_WORKING DATA_.

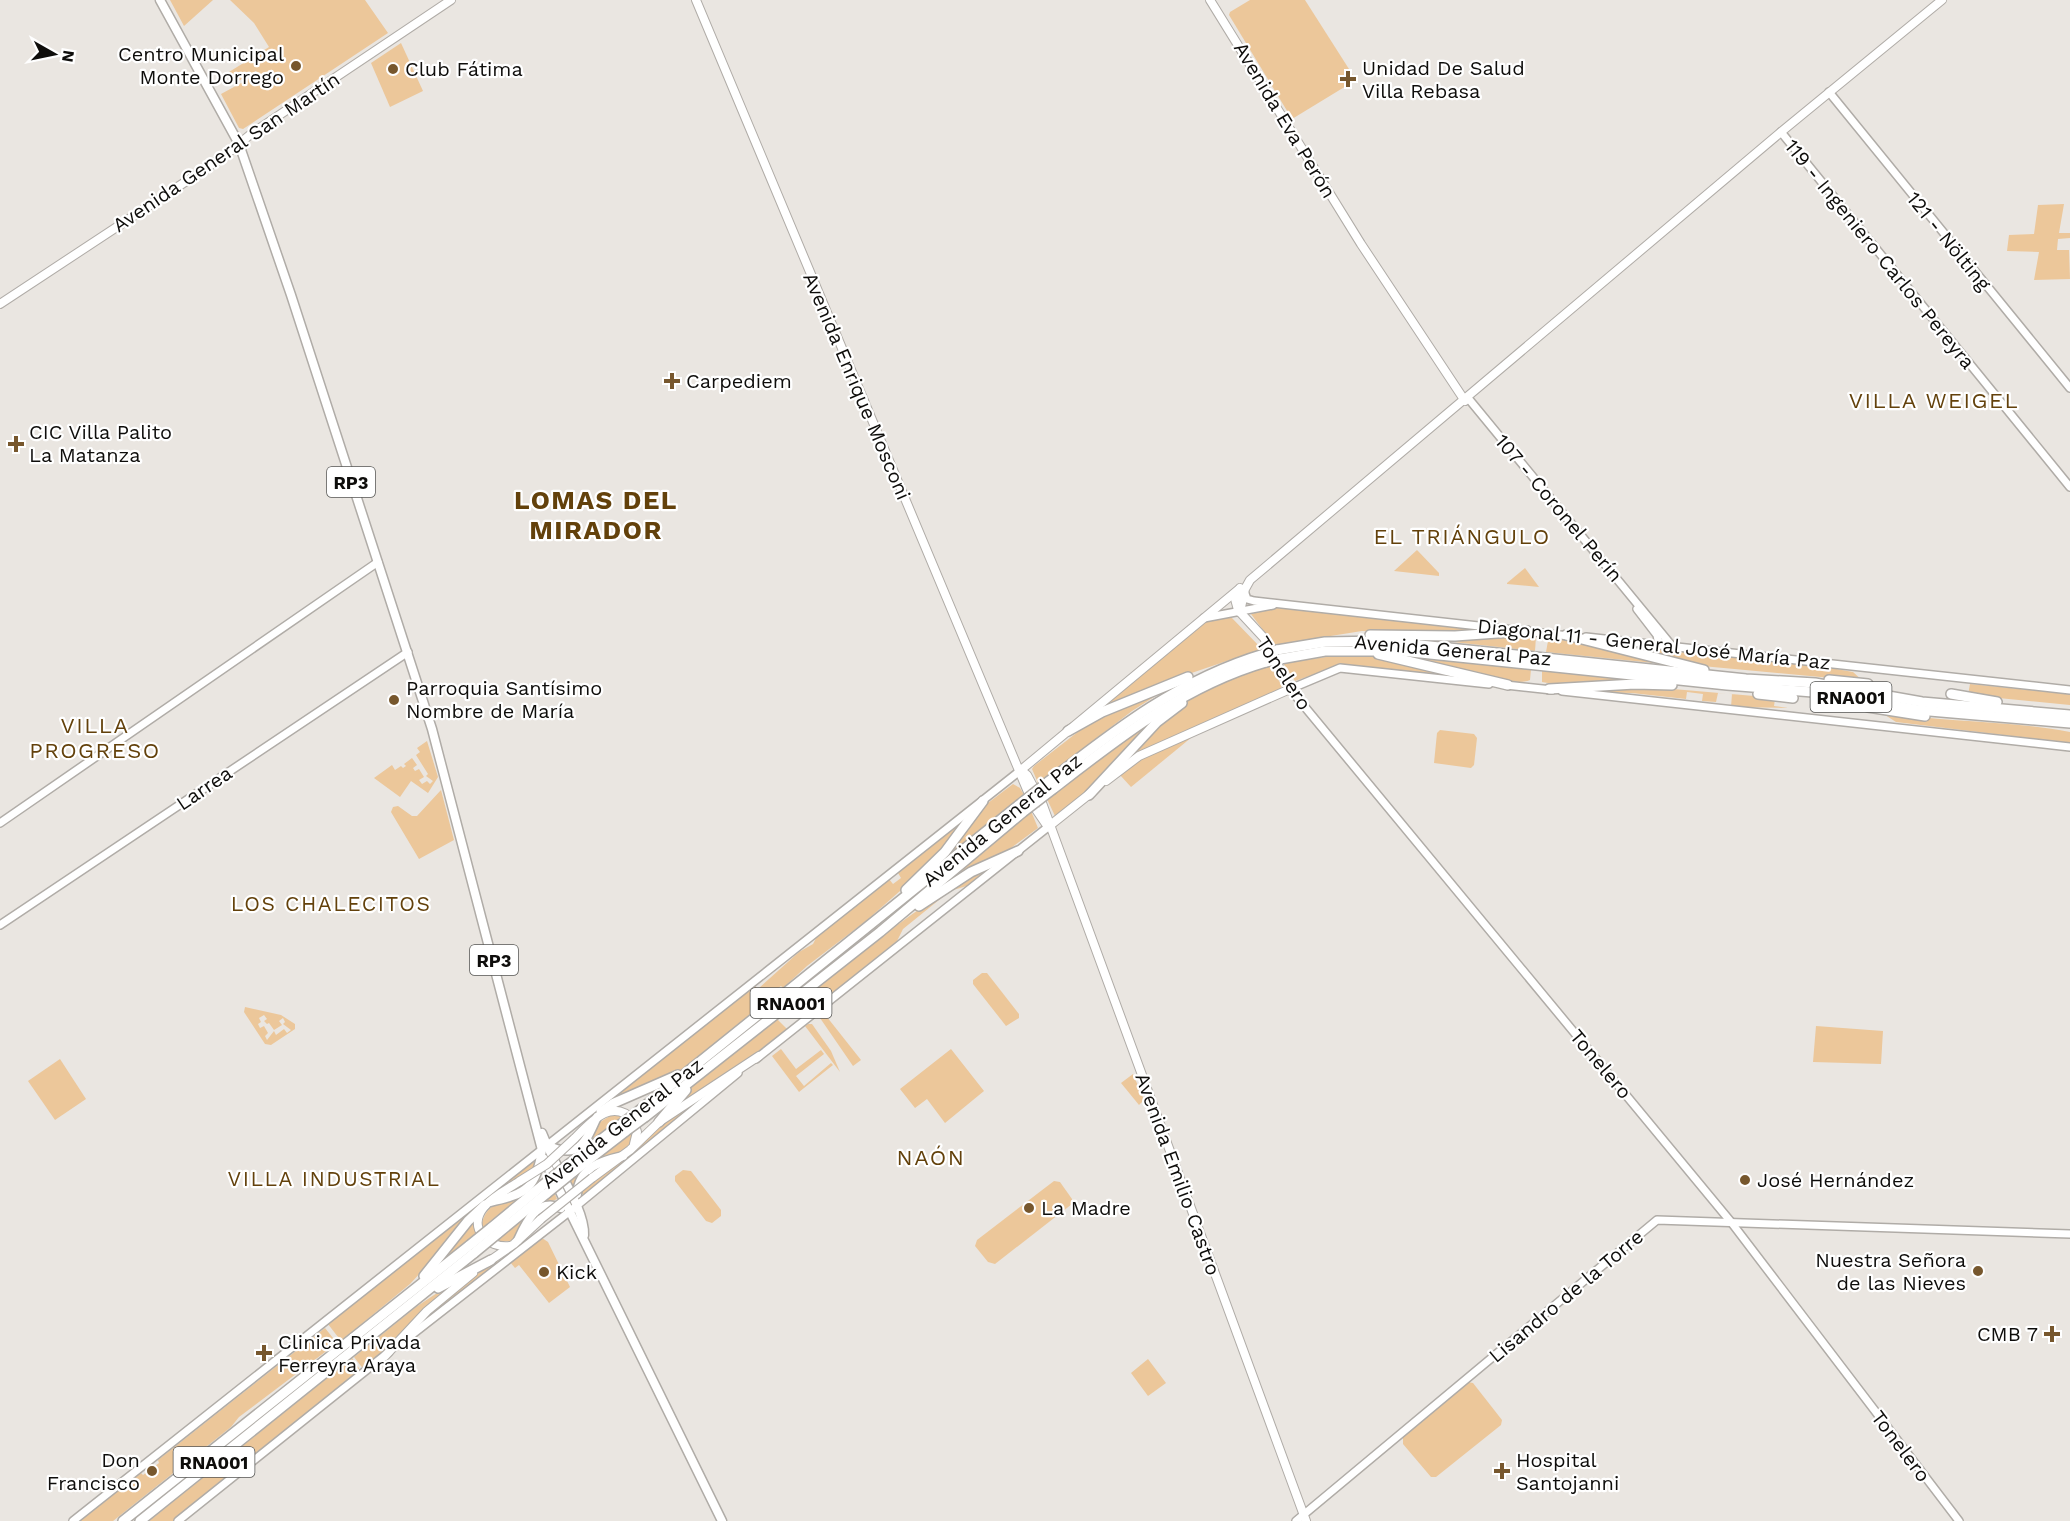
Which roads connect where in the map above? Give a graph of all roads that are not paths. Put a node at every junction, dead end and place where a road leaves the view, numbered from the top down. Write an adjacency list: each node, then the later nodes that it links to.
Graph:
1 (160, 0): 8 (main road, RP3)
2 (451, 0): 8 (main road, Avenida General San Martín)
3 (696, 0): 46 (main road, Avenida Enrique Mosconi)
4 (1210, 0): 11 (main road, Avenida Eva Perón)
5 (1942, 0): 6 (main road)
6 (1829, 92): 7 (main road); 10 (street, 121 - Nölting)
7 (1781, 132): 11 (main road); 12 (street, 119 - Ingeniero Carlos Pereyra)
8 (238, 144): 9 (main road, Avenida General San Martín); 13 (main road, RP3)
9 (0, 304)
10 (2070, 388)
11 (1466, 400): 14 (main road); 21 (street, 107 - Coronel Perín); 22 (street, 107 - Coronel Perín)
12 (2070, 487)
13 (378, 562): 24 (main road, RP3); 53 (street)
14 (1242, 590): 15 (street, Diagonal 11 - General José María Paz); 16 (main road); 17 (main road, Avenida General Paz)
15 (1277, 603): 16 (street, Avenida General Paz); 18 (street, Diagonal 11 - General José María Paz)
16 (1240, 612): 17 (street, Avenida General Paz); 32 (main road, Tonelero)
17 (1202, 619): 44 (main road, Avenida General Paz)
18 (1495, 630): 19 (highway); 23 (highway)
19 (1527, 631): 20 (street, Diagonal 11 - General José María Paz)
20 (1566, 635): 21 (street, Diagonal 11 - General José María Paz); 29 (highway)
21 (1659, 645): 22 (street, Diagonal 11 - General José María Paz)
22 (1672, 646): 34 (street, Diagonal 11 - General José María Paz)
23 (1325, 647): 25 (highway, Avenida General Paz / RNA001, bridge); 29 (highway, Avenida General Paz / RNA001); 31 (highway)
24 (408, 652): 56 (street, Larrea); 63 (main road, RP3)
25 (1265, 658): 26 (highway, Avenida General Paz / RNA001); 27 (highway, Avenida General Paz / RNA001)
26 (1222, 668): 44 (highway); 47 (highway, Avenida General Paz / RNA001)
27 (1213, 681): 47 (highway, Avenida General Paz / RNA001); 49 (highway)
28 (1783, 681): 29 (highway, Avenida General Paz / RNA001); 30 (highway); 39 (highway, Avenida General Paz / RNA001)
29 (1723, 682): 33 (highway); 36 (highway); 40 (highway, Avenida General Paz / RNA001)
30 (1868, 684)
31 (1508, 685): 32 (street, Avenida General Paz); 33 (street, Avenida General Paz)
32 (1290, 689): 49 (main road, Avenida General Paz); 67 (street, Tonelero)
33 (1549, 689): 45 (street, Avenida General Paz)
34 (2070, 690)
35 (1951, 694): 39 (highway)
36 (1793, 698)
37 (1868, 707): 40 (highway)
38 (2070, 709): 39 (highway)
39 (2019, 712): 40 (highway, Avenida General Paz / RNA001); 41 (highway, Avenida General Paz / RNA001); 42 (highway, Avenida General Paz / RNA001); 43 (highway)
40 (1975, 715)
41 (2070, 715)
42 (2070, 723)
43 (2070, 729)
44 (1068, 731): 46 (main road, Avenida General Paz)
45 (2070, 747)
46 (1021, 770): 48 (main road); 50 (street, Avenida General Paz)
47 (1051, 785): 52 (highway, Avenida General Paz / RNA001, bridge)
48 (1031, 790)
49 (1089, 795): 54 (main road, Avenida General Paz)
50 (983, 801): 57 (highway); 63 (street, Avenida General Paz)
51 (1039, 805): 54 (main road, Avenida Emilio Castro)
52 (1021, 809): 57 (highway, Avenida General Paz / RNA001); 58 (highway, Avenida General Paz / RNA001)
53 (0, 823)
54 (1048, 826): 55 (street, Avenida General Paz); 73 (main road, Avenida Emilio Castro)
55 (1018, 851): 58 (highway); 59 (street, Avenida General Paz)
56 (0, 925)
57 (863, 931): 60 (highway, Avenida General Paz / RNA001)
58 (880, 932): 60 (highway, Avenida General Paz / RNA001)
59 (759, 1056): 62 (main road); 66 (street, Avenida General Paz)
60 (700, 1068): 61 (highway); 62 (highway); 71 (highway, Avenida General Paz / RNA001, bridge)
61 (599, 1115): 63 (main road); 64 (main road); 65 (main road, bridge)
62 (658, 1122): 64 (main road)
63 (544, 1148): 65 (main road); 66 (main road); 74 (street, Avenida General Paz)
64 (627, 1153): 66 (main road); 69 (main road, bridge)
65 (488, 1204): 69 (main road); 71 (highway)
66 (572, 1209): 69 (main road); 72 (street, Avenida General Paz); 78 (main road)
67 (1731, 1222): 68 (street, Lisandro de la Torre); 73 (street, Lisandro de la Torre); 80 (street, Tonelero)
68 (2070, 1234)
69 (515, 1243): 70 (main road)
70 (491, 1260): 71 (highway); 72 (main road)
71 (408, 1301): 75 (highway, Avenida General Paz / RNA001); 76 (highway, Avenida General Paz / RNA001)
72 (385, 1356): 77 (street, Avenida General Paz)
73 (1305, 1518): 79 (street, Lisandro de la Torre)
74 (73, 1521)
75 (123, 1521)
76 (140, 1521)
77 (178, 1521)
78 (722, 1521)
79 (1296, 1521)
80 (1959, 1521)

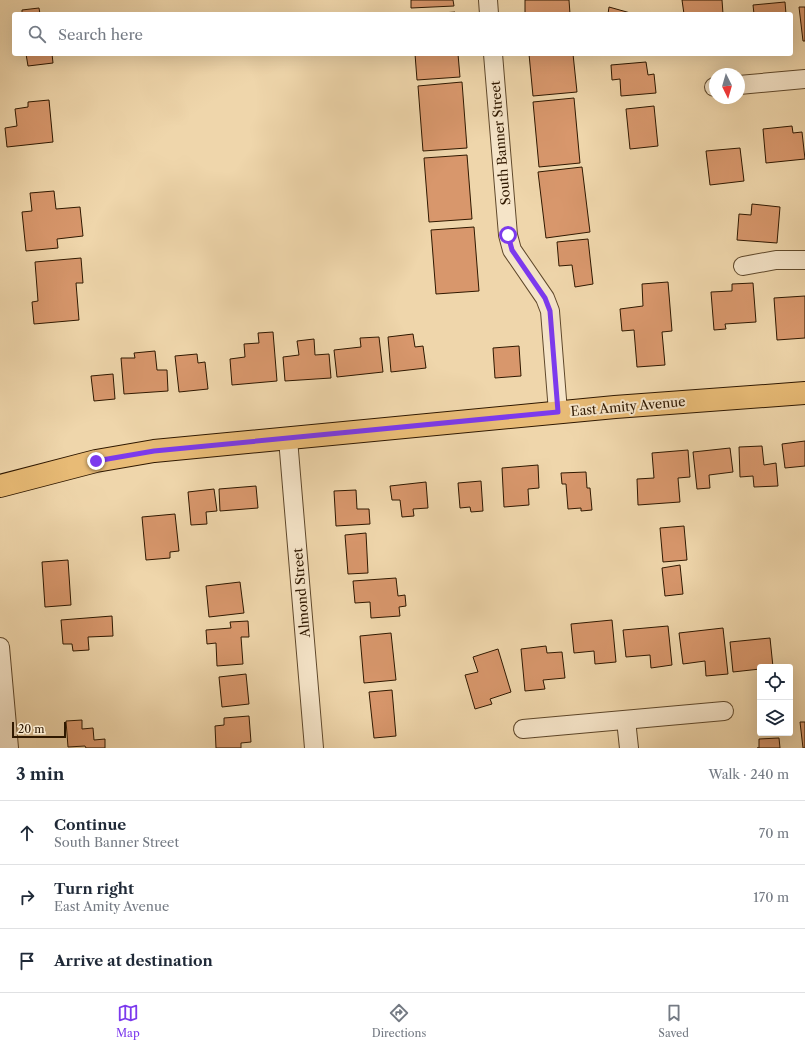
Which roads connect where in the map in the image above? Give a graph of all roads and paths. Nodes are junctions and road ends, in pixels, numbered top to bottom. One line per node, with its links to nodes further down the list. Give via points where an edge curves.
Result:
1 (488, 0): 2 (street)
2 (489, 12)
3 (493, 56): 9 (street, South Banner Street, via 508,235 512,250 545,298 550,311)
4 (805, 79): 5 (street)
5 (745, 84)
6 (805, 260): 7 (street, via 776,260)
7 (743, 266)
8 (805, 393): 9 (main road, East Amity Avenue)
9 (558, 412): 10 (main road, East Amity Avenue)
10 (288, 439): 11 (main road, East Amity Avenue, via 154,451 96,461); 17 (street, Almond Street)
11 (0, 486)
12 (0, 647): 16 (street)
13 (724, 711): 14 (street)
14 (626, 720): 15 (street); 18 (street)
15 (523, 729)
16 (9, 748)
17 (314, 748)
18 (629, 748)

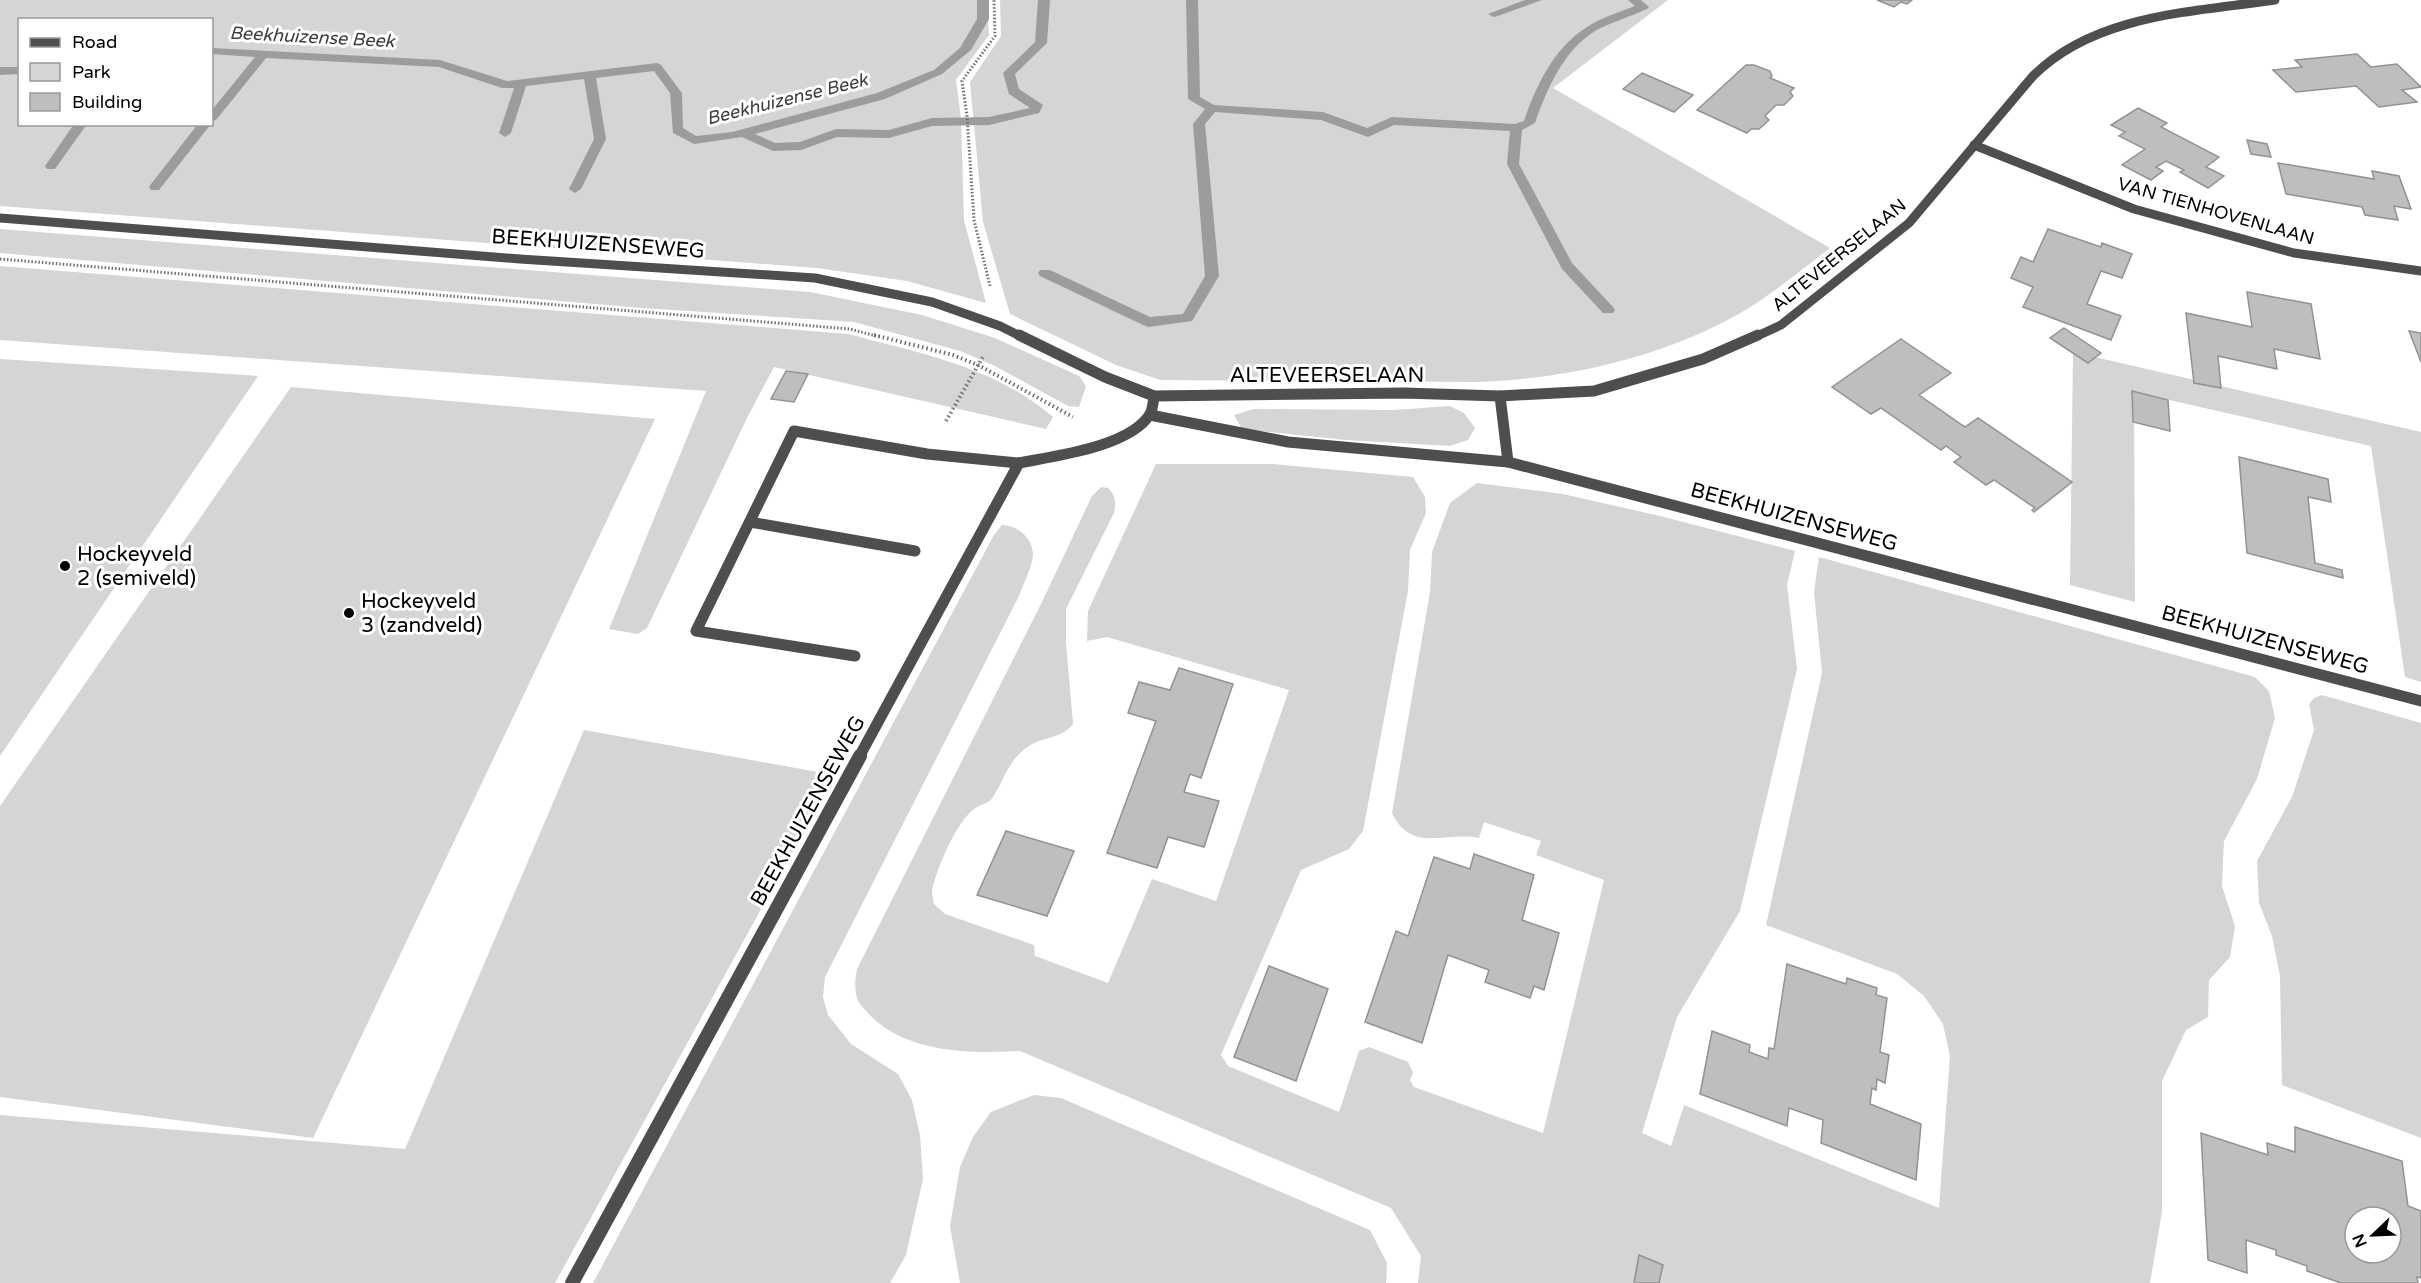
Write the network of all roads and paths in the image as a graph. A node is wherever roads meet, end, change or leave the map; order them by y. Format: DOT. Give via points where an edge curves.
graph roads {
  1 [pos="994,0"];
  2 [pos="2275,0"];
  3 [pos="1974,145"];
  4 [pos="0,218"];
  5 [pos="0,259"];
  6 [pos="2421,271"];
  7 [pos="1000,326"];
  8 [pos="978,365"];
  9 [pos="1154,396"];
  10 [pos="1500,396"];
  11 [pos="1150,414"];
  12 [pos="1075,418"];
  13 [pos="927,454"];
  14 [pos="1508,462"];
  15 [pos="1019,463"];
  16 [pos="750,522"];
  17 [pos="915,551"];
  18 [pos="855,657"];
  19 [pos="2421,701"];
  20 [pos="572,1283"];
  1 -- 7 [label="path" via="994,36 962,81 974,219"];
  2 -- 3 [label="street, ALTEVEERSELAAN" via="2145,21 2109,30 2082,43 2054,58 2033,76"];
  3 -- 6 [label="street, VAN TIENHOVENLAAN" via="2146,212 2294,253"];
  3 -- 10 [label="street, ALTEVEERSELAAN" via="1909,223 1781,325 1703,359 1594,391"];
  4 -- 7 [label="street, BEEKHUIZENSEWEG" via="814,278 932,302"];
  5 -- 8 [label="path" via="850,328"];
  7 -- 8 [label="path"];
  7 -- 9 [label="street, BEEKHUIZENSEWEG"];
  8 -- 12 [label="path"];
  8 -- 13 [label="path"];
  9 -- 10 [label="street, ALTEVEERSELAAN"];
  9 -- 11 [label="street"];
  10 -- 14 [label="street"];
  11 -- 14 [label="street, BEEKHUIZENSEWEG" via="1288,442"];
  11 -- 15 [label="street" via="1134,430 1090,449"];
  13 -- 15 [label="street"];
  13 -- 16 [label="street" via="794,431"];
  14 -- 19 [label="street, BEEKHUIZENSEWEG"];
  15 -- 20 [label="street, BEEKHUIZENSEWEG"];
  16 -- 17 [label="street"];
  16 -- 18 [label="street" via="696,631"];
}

_REQUIREMENT_. Return a copy of each line in the entries that contains "bridge".

_TASK OUTPUT_.
23 (1325, 647): 25 (highway, Avenida General Paz / RNA001, bridge); 29 (highway, Avenida General Paz / RNA001); 31 (highway)
47 (1051, 785): 52 (highway, Avenida General Paz / RNA001, bridge)
60 (700, 1068): 61 (highway); 62 (highway); 71 (highway, Avenida General Paz / RNA001, bridge)
61 (599, 1115): 63 (main road); 64 (main road); 65 (main road, bridge)
64 (627, 1153): 66 (main road); 69 (main road, bridge)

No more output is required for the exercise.